EXERCISE AIM
Collect all lines from the listing that include the string "dead".

RECORDS FOR PROCESSING
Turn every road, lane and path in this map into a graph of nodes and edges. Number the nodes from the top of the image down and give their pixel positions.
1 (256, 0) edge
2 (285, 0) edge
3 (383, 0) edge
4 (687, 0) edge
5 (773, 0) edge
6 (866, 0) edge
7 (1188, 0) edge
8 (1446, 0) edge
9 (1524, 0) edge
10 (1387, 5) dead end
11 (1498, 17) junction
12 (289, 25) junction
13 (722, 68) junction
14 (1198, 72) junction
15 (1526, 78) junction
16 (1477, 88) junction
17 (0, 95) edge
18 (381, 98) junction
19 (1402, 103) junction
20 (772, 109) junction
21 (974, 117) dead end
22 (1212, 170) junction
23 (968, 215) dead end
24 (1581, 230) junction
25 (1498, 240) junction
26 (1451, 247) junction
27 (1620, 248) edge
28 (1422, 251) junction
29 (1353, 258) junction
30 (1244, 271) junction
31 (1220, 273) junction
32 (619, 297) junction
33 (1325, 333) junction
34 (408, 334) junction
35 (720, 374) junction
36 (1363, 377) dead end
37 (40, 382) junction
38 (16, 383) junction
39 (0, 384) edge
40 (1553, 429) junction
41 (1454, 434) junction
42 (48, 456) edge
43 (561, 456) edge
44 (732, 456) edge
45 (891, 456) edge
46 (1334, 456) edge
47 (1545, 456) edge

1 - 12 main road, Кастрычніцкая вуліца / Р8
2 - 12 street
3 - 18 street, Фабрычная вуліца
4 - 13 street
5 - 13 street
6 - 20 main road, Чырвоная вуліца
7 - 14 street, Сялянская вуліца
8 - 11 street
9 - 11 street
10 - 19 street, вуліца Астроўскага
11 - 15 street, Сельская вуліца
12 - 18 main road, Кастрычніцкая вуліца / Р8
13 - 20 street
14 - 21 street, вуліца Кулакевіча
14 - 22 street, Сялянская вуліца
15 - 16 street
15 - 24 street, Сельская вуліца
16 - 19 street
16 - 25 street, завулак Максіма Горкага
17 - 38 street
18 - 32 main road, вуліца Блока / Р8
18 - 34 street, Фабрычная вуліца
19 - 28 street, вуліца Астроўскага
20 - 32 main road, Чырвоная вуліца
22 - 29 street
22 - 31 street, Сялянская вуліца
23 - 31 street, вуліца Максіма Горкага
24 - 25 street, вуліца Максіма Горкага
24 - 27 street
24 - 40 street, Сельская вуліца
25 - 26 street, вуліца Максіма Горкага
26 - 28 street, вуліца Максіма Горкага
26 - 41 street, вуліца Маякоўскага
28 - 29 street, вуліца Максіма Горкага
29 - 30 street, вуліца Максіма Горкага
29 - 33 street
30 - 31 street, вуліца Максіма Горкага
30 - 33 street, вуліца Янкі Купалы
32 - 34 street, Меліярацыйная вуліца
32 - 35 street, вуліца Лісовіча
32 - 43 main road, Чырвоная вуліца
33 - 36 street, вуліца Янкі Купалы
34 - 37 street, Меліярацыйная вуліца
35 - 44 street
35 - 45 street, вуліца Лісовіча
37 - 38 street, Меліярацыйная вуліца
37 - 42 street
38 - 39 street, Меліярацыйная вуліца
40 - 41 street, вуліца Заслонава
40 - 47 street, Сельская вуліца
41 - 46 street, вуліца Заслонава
...
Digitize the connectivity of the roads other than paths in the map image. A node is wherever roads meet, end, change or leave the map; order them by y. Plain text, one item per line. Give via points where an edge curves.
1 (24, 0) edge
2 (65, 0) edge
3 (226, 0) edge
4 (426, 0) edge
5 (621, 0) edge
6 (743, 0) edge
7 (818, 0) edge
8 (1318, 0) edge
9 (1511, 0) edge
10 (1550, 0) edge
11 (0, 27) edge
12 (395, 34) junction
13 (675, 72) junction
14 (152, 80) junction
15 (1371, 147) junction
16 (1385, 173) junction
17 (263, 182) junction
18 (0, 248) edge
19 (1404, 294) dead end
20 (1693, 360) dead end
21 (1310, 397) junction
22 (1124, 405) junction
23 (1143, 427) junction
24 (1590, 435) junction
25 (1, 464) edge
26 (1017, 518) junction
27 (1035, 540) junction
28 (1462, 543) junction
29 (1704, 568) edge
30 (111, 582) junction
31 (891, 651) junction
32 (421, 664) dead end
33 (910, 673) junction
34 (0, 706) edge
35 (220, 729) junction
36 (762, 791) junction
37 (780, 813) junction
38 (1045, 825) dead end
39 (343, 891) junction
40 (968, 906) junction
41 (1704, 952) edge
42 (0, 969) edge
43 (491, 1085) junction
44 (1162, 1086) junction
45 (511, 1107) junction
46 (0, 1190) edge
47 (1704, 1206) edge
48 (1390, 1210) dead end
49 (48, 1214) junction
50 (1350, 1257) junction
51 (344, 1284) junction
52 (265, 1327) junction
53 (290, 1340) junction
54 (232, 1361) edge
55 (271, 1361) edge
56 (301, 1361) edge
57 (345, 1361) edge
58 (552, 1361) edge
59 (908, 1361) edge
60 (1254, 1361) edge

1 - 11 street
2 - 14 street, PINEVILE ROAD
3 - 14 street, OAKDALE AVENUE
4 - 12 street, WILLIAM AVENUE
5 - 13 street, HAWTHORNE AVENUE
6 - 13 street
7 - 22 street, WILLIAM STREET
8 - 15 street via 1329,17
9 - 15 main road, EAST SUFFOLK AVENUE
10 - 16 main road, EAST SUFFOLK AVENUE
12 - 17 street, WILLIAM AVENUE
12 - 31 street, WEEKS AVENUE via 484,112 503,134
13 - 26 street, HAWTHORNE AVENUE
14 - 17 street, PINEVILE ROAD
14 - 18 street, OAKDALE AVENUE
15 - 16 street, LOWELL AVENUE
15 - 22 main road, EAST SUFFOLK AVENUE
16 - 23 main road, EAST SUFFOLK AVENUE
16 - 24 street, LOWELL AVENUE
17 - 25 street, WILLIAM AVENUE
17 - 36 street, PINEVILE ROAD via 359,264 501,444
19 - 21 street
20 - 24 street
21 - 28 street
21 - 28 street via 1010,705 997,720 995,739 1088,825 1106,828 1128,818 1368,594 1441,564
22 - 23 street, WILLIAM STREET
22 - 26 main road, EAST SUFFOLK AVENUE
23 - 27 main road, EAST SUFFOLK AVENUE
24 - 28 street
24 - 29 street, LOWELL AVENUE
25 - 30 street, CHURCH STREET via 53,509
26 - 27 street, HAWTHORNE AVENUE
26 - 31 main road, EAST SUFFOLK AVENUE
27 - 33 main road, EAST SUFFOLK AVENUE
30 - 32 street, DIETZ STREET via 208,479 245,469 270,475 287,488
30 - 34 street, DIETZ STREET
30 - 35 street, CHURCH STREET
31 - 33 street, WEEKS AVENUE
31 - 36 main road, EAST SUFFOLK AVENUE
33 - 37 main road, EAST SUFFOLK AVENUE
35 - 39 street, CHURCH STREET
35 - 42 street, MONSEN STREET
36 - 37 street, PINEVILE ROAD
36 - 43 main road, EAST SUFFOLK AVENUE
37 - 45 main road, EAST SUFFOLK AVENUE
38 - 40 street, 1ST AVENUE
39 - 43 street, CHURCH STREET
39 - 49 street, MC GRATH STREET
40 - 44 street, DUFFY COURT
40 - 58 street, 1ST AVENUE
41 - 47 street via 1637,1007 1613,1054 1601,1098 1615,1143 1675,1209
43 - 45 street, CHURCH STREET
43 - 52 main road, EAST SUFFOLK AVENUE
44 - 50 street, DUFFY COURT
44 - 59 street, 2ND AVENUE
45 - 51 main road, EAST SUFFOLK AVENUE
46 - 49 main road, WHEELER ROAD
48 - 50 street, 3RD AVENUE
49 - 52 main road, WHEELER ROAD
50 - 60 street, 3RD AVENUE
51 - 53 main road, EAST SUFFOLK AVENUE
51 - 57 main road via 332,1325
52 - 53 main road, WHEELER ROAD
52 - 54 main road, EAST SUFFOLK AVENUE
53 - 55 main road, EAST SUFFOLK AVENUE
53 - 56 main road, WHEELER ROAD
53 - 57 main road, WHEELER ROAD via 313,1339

SOLUTION TO THE PROBLEM
10 (1387, 5) dead end
21 (974, 117) dead end
23 (968, 215) dead end
36 (1363, 377) dead end
19 (1404, 294) dead end
20 (1693, 360) dead end
32 (421, 664) dead end
38 (1045, 825) dead end
48 (1390, 1210) dead end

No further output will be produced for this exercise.